**WORK INSTRUCTIONS:**
Could each record be written out again exactly as it stands?

=== Section Start ===

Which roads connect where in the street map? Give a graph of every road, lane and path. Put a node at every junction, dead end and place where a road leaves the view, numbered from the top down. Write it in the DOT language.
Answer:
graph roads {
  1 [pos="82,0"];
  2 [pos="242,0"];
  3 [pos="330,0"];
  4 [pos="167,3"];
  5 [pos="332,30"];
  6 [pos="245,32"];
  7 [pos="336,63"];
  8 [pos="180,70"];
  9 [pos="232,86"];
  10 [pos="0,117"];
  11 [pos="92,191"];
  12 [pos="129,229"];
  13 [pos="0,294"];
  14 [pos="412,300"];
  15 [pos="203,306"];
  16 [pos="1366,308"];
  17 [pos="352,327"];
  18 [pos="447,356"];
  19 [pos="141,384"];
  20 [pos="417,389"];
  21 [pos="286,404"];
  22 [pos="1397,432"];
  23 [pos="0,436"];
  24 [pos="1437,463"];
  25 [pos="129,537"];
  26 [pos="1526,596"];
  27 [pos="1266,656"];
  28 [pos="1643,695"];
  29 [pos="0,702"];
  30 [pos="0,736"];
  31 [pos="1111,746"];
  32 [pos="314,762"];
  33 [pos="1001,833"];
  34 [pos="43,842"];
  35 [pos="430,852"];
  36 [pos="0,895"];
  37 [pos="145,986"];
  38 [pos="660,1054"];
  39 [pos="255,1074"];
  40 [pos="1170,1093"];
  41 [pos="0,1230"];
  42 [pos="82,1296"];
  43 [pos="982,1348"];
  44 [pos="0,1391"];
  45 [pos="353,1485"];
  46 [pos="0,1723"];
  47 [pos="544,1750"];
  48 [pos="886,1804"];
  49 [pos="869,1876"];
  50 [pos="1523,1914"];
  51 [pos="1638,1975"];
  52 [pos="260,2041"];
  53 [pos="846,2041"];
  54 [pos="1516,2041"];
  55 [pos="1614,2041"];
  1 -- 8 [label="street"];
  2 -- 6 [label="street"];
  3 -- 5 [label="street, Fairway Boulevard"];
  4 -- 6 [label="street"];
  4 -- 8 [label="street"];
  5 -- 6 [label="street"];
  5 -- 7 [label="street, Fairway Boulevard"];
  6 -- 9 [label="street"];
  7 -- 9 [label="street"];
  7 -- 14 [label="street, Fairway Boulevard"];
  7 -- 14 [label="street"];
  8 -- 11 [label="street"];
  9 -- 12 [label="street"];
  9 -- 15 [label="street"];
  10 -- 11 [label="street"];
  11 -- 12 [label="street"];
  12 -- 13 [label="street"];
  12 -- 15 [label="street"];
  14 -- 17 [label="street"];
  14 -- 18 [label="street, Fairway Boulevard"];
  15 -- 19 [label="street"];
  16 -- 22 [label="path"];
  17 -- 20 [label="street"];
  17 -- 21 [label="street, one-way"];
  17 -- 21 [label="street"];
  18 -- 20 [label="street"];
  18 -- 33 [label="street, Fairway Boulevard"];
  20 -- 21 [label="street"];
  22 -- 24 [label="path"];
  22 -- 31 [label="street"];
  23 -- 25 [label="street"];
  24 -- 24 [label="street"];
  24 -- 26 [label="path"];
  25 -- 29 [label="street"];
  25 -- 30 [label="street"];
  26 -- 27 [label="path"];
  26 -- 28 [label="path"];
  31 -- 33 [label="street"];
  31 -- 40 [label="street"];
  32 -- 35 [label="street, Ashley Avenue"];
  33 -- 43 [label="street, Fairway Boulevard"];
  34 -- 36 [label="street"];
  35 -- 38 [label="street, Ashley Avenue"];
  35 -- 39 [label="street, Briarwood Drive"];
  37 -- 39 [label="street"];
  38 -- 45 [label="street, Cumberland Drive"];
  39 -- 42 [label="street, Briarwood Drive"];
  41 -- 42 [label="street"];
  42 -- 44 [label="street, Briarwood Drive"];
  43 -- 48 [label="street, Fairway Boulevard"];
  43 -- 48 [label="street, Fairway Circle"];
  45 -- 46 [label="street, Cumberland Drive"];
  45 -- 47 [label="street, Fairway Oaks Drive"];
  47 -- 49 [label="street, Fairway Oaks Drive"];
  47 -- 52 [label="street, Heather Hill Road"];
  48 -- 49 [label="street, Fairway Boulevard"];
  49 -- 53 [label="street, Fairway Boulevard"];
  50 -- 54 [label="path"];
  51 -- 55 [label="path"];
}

=== Section End ===

**ANSWER SECTION:**
Which roads connect where in the street map? Give a graph of every road, lane and path. Put a node at every junction, dead end and place where a road leaves the view, numbered from the top down. Write it in the DOT language.
Answer:
graph roads {
  1 [pos="82,0"];
  2 [pos="242,0"];
  3 [pos="330,0"];
  4 [pos="167,3"];
  5 [pos="332,30"];
  6 [pos="245,32"];
  7 [pos="336,63"];
  8 [pos="180,70"];
  9 [pos="232,86"];
  10 [pos="0,117"];
  11 [pos="92,191"];
  12 [pos="129,229"];
  13 [pos="0,294"];
  14 [pos="412,300"];
  15 [pos="203,306"];
  16 [pos="1366,308"];
  17 [pos="352,327"];
  18 [pos="447,356"];
  19 [pos="141,384"];
  20 [pos="417,389"];
  21 [pos="286,404"];
  22 [pos="1397,432"];
  23 [pos="0,436"];
  24 [pos="1437,463"];
  25 [pos="129,537"];
  26 [pos="1526,596"];
  27 [pos="1266,656"];
  28 [pos="1643,695"];
  29 [pos="0,702"];
  30 [pos="0,736"];
  31 [pos="1111,746"];
  32 [pos="314,762"];
  33 [pos="1001,833"];
  34 [pos="43,842"];
  35 [pos="430,852"];
  36 [pos="0,895"];
  37 [pos="145,986"];
  38 [pos="660,1054"];
  39 [pos="255,1074"];
  40 [pos="1170,1093"];
  41 [pos="0,1230"];
  42 [pos="82,1296"];
  43 [pos="982,1348"];
  44 [pos="0,1391"];
  45 [pos="353,1485"];
  46 [pos="0,1723"];
  47 [pos="544,1750"];
  48 [pos="886,1804"];
  49 [pos="869,1876"];
  50 [pos="1523,1914"];
  51 [pos="1638,1975"];
  52 [pos="260,2041"];
  53 [pos="846,2041"];
  54 [pos="1516,2041"];
  55 [pos="1614,2041"];
  1 -- 8 [label="street"];
  2 -- 6 [label="street"];
  3 -- 5 [label="street, Fairway Boulevard"];
  4 -- 6 [label="street"];
  4 -- 8 [label="street"];
  5 -- 6 [label="street"];
  5 -- 7 [label="street, Fairway Boulevard"];
  6 -- 9 [label="street"];
  7 -- 9 [label="street"];
  7 -- 14 [label="street, Fairway Boulevard"];
  7 -- 14 [label="street"];
  8 -- 11 [label="street"];
  9 -- 12 [label="street"];
  9 -- 15 [label="street"];
  10 -- 11 [label="street"];
  11 -- 12 [label="street"];
  12 -- 13 [label="street"];
  12 -- 15 [label="street"];
  14 -- 17 [label="street"];
  14 -- 18 [label="street, Fairway Boulevard"];
  15 -- 19 [label="street"];
  16 -- 22 [label="path"];
  17 -- 20 [label="street"];
  17 -- 21 [label="street, one-way"];
  17 -- 21 [label="street"];
  18 -- 20 [label="street"];
  18 -- 33 [label="street, Fairway Boulevard"];
  20 -- 21 [label="street"];
  22 -- 24 [label="path"];
  22 -- 31 [label="street"];
  23 -- 25 [label="street"];
  24 -- 24 [label="street"];
  24 -- 26 [label="path"];
  25 -- 29 [label="street"];
  25 -- 30 [label="street"];
  26 -- 27 [label="path"];
  26 -- 28 [label="path"];
  31 -- 33 [label="street"];
  31 -- 40 [label="street"];
  32 -- 35 [label="street, Ashley Avenue"];
  33 -- 43 [label="street, Fairway Boulevard"];
  34 -- 36 [label="street"];
  35 -- 38 [label="street, Ashley Avenue"];
  35 -- 39 [label="street, Briarwood Drive"];
  37 -- 39 [label="street"];
  38 -- 45 [label="street, Cumberland Drive"];
  39 -- 42 [label="street, Briarwood Drive"];
  41 -- 42 [label="street"];
  42 -- 44 [label="street, Briarwood Drive"];
  43 -- 48 [label="street, Fairway Boulevard"];
  43 -- 48 [label="street, Fairway Circle"];
  45 -- 46 [label="street, Cumberland Drive"];
  45 -- 47 [label="street, Fairway Oaks Drive"];
  47 -- 49 [label="street, Fairway Oaks Drive"];
  47 -- 52 [label="street, Heather Hill Road"];
  48 -- 49 [label="street, Fairway Boulevard"];
  49 -- 53 [label="street, Fairway Boulevard"];
  50 -- 54 [label="path"];
  51 -- 55 [label="path"];
}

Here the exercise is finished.